Wednesday, July 25, 2012

It's Pronounced "Keen-wah."

42.  "The whiter the bread, the sooner you’ll be dead." 
43.  Avoid sugary and starchy food if you're concerned about your weight. 
44.  Favor the kinds of oils and grains that have traditionally been stone-ground.


In case you've been wondering to yourself, WTF does a millet casserole look like?  It looks like this:



And this:

And since there seemed a lot of speculation in general about what on earth a millet casserole is, and why in God's name I would be inspired to make one, I thought the topic of millet and other lesser known grains merited a bit more discussion.

Millet is in my opinion, is a highly under-rated grain.  Often dismissed as birdseed, it's actually a nutrient rich whole grain packed with protein.  It's so good for you that I often find myself wondering, "what's the catch?"  It's way too delicious to be as good for you as it is; it's got a mild, bready flavor that I mentioned earlier makes a great base for a casserole.  I got turned on to millet, along with quinoa, buckwheat, kamut, barley, and farro last year, during the week and a half my friend Jenna somehow convinced me that it would be great to go on a macrobiotic diet.  I don't know how she convinced me of this; nothing about macrobiotics is in any way conducive to my lifestyle or tastes.  I mean, don't get me wrong, I think there's definitely something to the idea, but I just love bread and cheese way too much to adopt a largely vegan diet that relies heavily on whole grains.

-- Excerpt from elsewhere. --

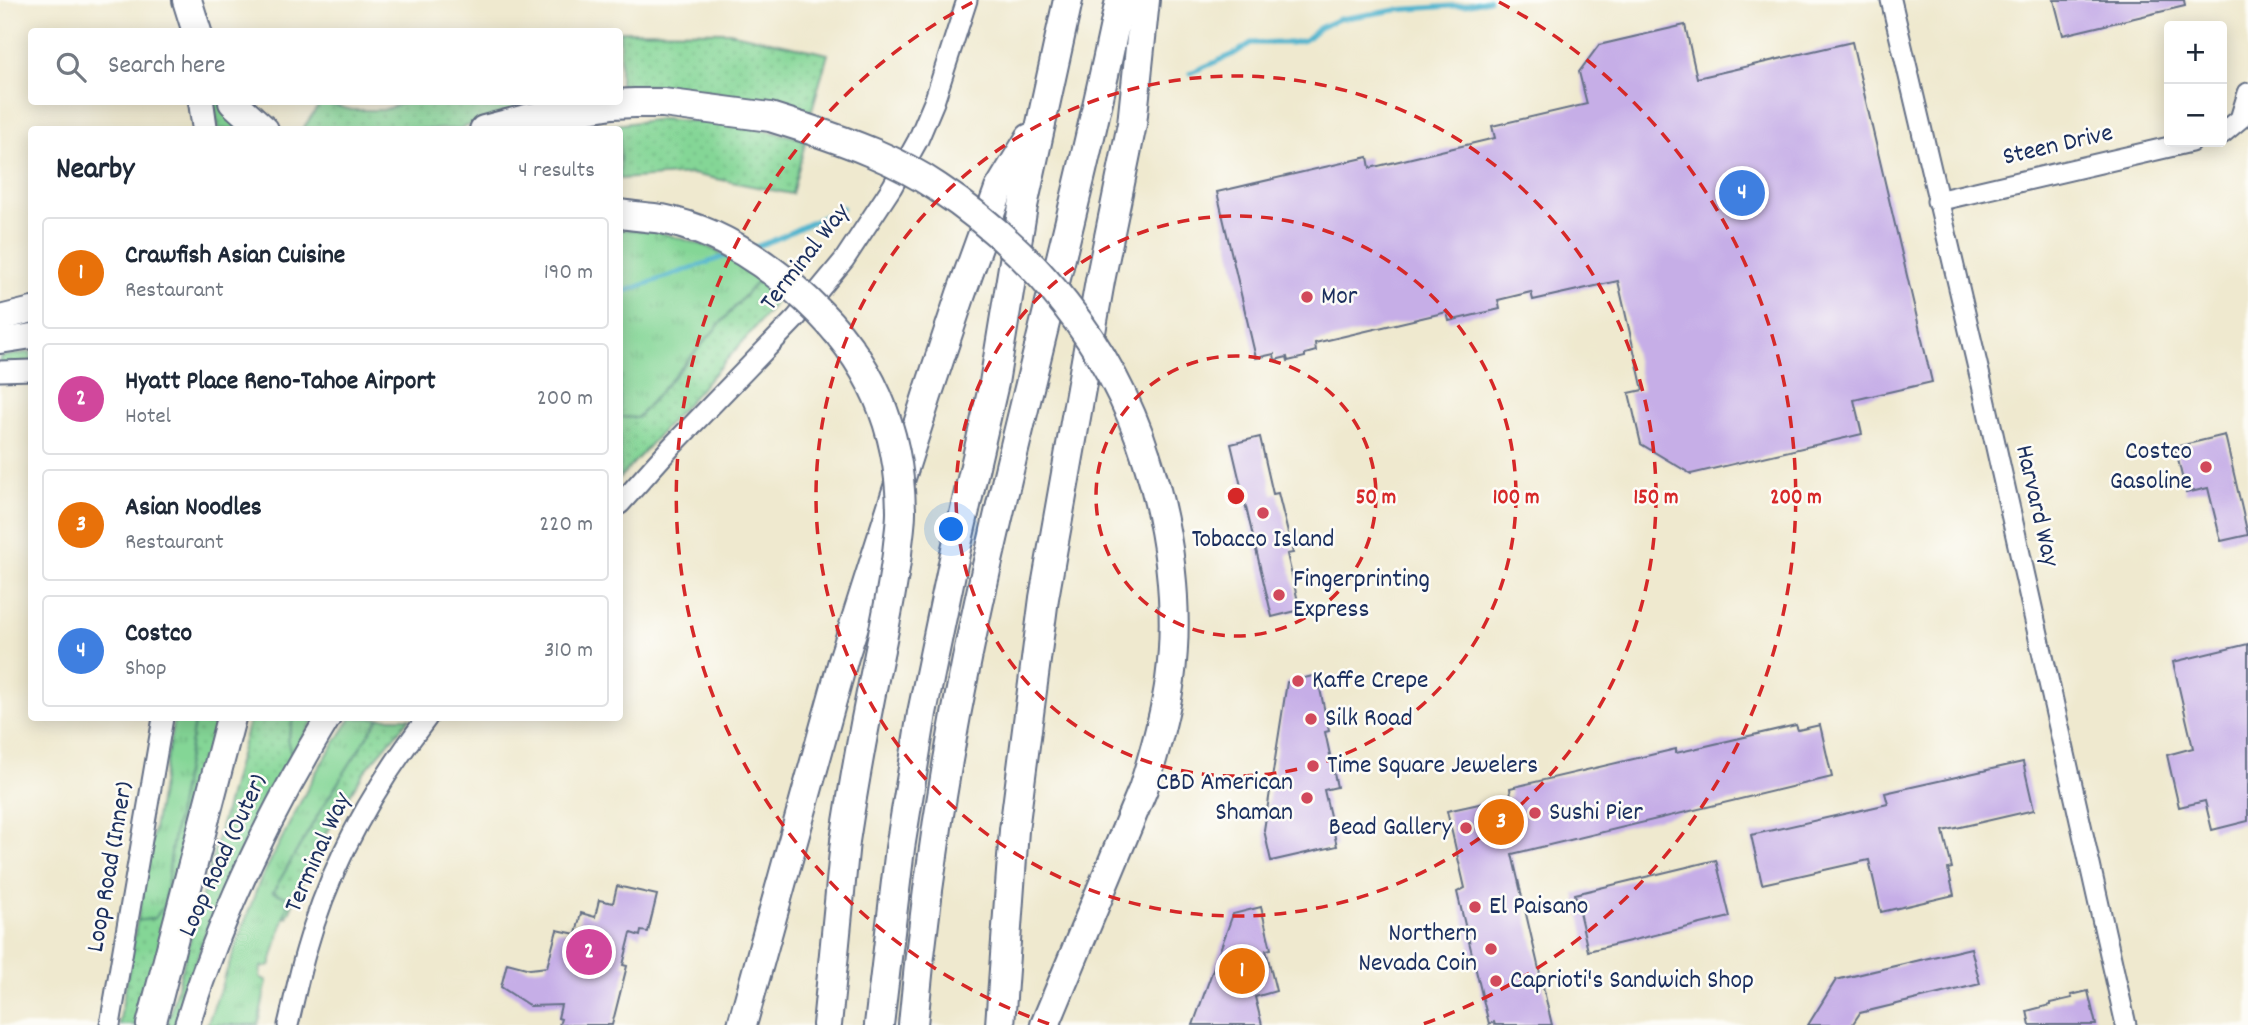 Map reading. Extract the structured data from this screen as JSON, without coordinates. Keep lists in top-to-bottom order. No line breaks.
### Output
{"streets":{"main road":["Loop Road (Outer)"],"street":["Steen Drive","Terminal Way","Harvard Way","Loop Road (Inner)"]},"crossings":[["Steen Drive","Harvard Way"]],"places":["Mor","Costco Gasoline","Tobacco Island","Fingerprinting Express","Kaffe Crepe","Silk Road","Time Square Jewelers","CBD American Shaman","Sushi Pier","Bead Gallery","El Paisano","Northern Nevada Coin","Caprioti's Sandwich Shop"],"page":{"map_buttons":["+","−"],"search":"Search here","heading":["Nearby","4 results"],"pins":["4","3","2","1"],"list":[{"mark":"1","name":"Crawfish Asian Cuisine","note":"Restaurant","value":"190 m"},{"mark":"2","name":"Hyatt Place Reno-Tahoe Airport","note":"Hotel","value":"200 m"},{"mark":"3","name":"Asian Noodles","note":"Restaurant","value":"220 m"},{"mark":"4","name":"Costco","note":"Shop","value":"310 m"}]},"rings":["50 m","100 m","150 m","200 m"]}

And by whole grains, I don't mean whole grain like your bread is whole grain or like General Mills claims their cereal is "whole grain."  I mean, like the whole. grain.  The whole thing.  Apparently you don't just have to eat grains after they've been ground up into flour.  And apparently there are other grains besides wheat, rice and corn!  Who knew?  Before I went on my brief but informative macro-spree I was vaguely aware of such grains, but never considered them a viable option.

So the basic idea of macrobiotics (if I remember correctly, which I probably don't) is that you should eat leafy greans ALL THE TIME.  Just, like, all the time.  With every meal.  Tons.  And then you supplement with various vegetables and grains.  But whole grains; refined flour is kind of a no-no.  As are meats and other animal by-products.  But I did learn two important things from the experiment:  1) I really love leafy greens and 2) other grains exist besides wheat and rice.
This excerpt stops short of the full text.